The population of S. virgatus is currently stable at around 100,000 individuals, though it is severely fragmented as the number of mature individuals present is continuing to decline. This can lead to an over-abundance of younger striped plateau lizards in the population, which can contribute to slower population growth in the future and be detrimental to the presence of the species as a whole.

== Behavior ==
The striped plateau lizard are diurnal as they are active during the daytime and sleep and remain inactive during the nighttime. This species of lizard seeks shelter and are inactive in cold temperatures and extreme heat.

=== Social interactions ===
Differences between sexes exist when interacting within the species and outside of the species. While both male and female striped plateau lizards defend territories against other individuals of their same sex, the interactions between males tend to be more aggressive. On the other hand, interactions between males and females are ruled by courtship.
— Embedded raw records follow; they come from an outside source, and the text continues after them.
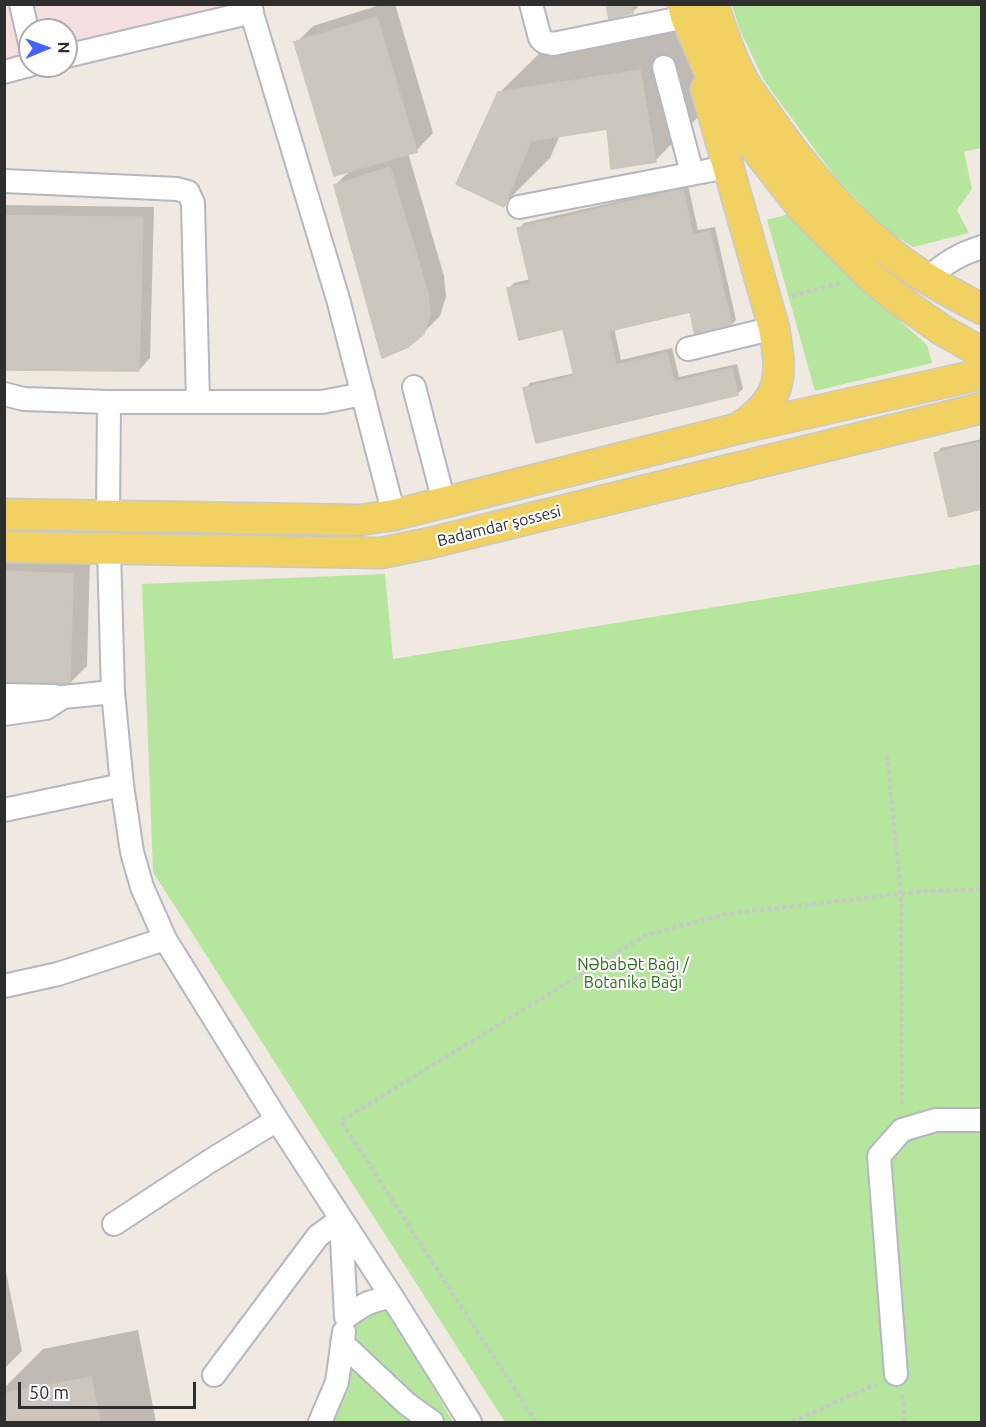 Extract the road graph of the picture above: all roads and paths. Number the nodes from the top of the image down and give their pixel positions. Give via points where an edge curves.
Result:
1 (531, 4) edge
2 (713, 4) edge
3 (251, 8) edge
4 (684, 11) edge
5 (78, 53) edge
6 (664, 66) dead end
7 (727, 166) junction
8 (692, 174) junction
9 (4, 181) edge
10 (519, 207) dead end
11 (981, 246) edge
12 (927, 279) junction
13 (842, 282) dead end
14 (789, 297) dead end
15 (981, 309) edge
16 (774, 327) junction
17 (688, 349) dead end
18 (981, 353) edge
19 (981, 374) edge
20 (414, 387) dead end
21 (4, 394) edge
22 (363, 394) junction
23 (198, 401) junction
24 (109, 402) junction
25 (981, 408) edge
26 (736, 429) junction
27 (444, 502) junction
28 (4, 514) edge
29 (108, 515) junction
30 (394, 515) junction
31 (4, 548) edge
32 (402, 549) junction
33 (109, 550) junction
34 (113, 692) junction
35 (4, 695) edge
36 (63, 697) junction
37 (4, 714) edge
38 (887, 755) dead end
39 (122, 784) junction
40 (4, 810) edge
41 (981, 890) edge
42 (901, 894) junction
43 (165, 939) junction
44 (4, 986) edge
45 (277, 1120) junction
46 (981, 1120) edge
47 (902, 1130) junction
48 (341, 1219) junction
49 (114, 1224) dead end
50 (392, 1298) junction
51 (346, 1317) junction
52 (342, 1343) junction
53 (896, 1374) junction
54 (214, 1375) dead end
55 (467, 1421) edge
56 (321, 1422) edge
57 (432, 1422) edge
58 (536, 1422) edge
59 (792, 1422) edge
60 (904, 1422) edge

1 - 4 street via 540,38 553,44
2 - 12 main road via 742,79 794,153 858,226
3 - 5 street
3 - 22 street
4 - 7 main road
4 - 18 main road via 731,113 803,209 878,283
6 - 8 street
7 - 8 street
7 - 16 main road
8 - 10 street
9 - 23 street via 188,192 193,202
11 - 12 street via 943,265
12 - 15 main road
13 - 14 path
16 - 17 street
16 - 26 main road via 779,358 776,389 760,411
19 - 26 main road
20 - 27 street
21 - 24 street via 24,399
22 - 23 street via 322,402
22 - 30 street
23 - 24 street
24 - 29 street
25 - 32 main road, Badamdar şossesi
26 - 27 main road
27 - 30 main road
28 - 29 main road
29 - 30 main road via 360,520
29 - 33 main road
30 - 32 main road
31 - 33 main road, Badamdar şossesi
32 - 33 main road, Badamdar şossesi via 364,554
33 - 34 street
34 - 36 street
34 - 39 street
35 - 36 street
36 - 37 street via 46,708
38 - 42 path
39 - 40 street
39 - 43 street via 132,852 142,887
41 - 42 path
42 - 47 path
42 - 58 path via 727,914 646,935 341,1121
43 - 44 street via 58,974
43 - 45 street
45 - 48 street
45 - 49 street
46 - 47 street via 936,1120
47 - 53 street via 879,1156
48 - 50 street
48 - 51 street
48 - 54 street via 318,1236
50 - 51 street via 364,1304
50 - 55 street
51 - 52 street
52 - 56 street via 337,1382
52 - 57 street
53 - 59 path
53 - 60 path via 904,1402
=== Signaling modalities ===
Signals are vital to communicating and conveying information well, and Sceloporus lizards combine visual and chemical displays to defend territories and attract mates. In S. virgatus specifically, loss of the color signal is correlated with an increase in chemical behavior but no change in the use of the motion display. Male striped plateau lizards, for instance, use both visual motion with head-bobs, and they use chemical signals to identify their territory and its boundaries. The males use color, specifically the blue patches of color on their bellies, to indicate aggression. This belly color also seems to get more attention from males than from females, which makes sense with the context that it is used in. In particular, as there were more evolutionary changes in the visual motion of head-bobs, there were fewer chemical signals of the large femoral pores associated with the evolutionary changes.

The three signals of motion, color, and chemical cues have evolved differently over time. Firstly, head-bob displays have evolved relatively quickly in response to different selective pressures. For example, arboreality, or the tendency to live in trees, has been shown to affect the evolution of head-bob signals as Sceloporus living in trees seem to produce less jagged head-bob displays than Sceloporus living terrestrially, on land. Thus, lizards that use more head-bobs are also more likely to have evolved an arboreal lifestyle, as well as viviparity. Secondly, the loss of blue belly patches correlates with a lower chance that lizards have evolved arboreality or viviparity. Thirdly, chemical cues are only really associated with arboreality, as arboreal lizards are more likely to have fewer femoral pores.

=== Predator and prey ===
The locomotion of the striped plateau lizard involves running and climbing.

Sceloporus virgatus are invertivores in the sense that they eat insects and other arthropods. Their preferred method of catching prey is via a sudden ambush technique. As these lizards are rather sedentary, this is also called a sit-and-wait method, in which S. virgatus sits and waits for a prey to come up and then ambushes the prey.

== Conservation ==
The striped plateau lizard is present in some regions that are protected. Yet, no direct conservation actions are needed for this particular species. Fortunately, as per the IUCN Red List, S. virgatus is listed as "least concern". Something to watch out for is their isolation pockets, as it might pose a threat to genetic diversity in the population.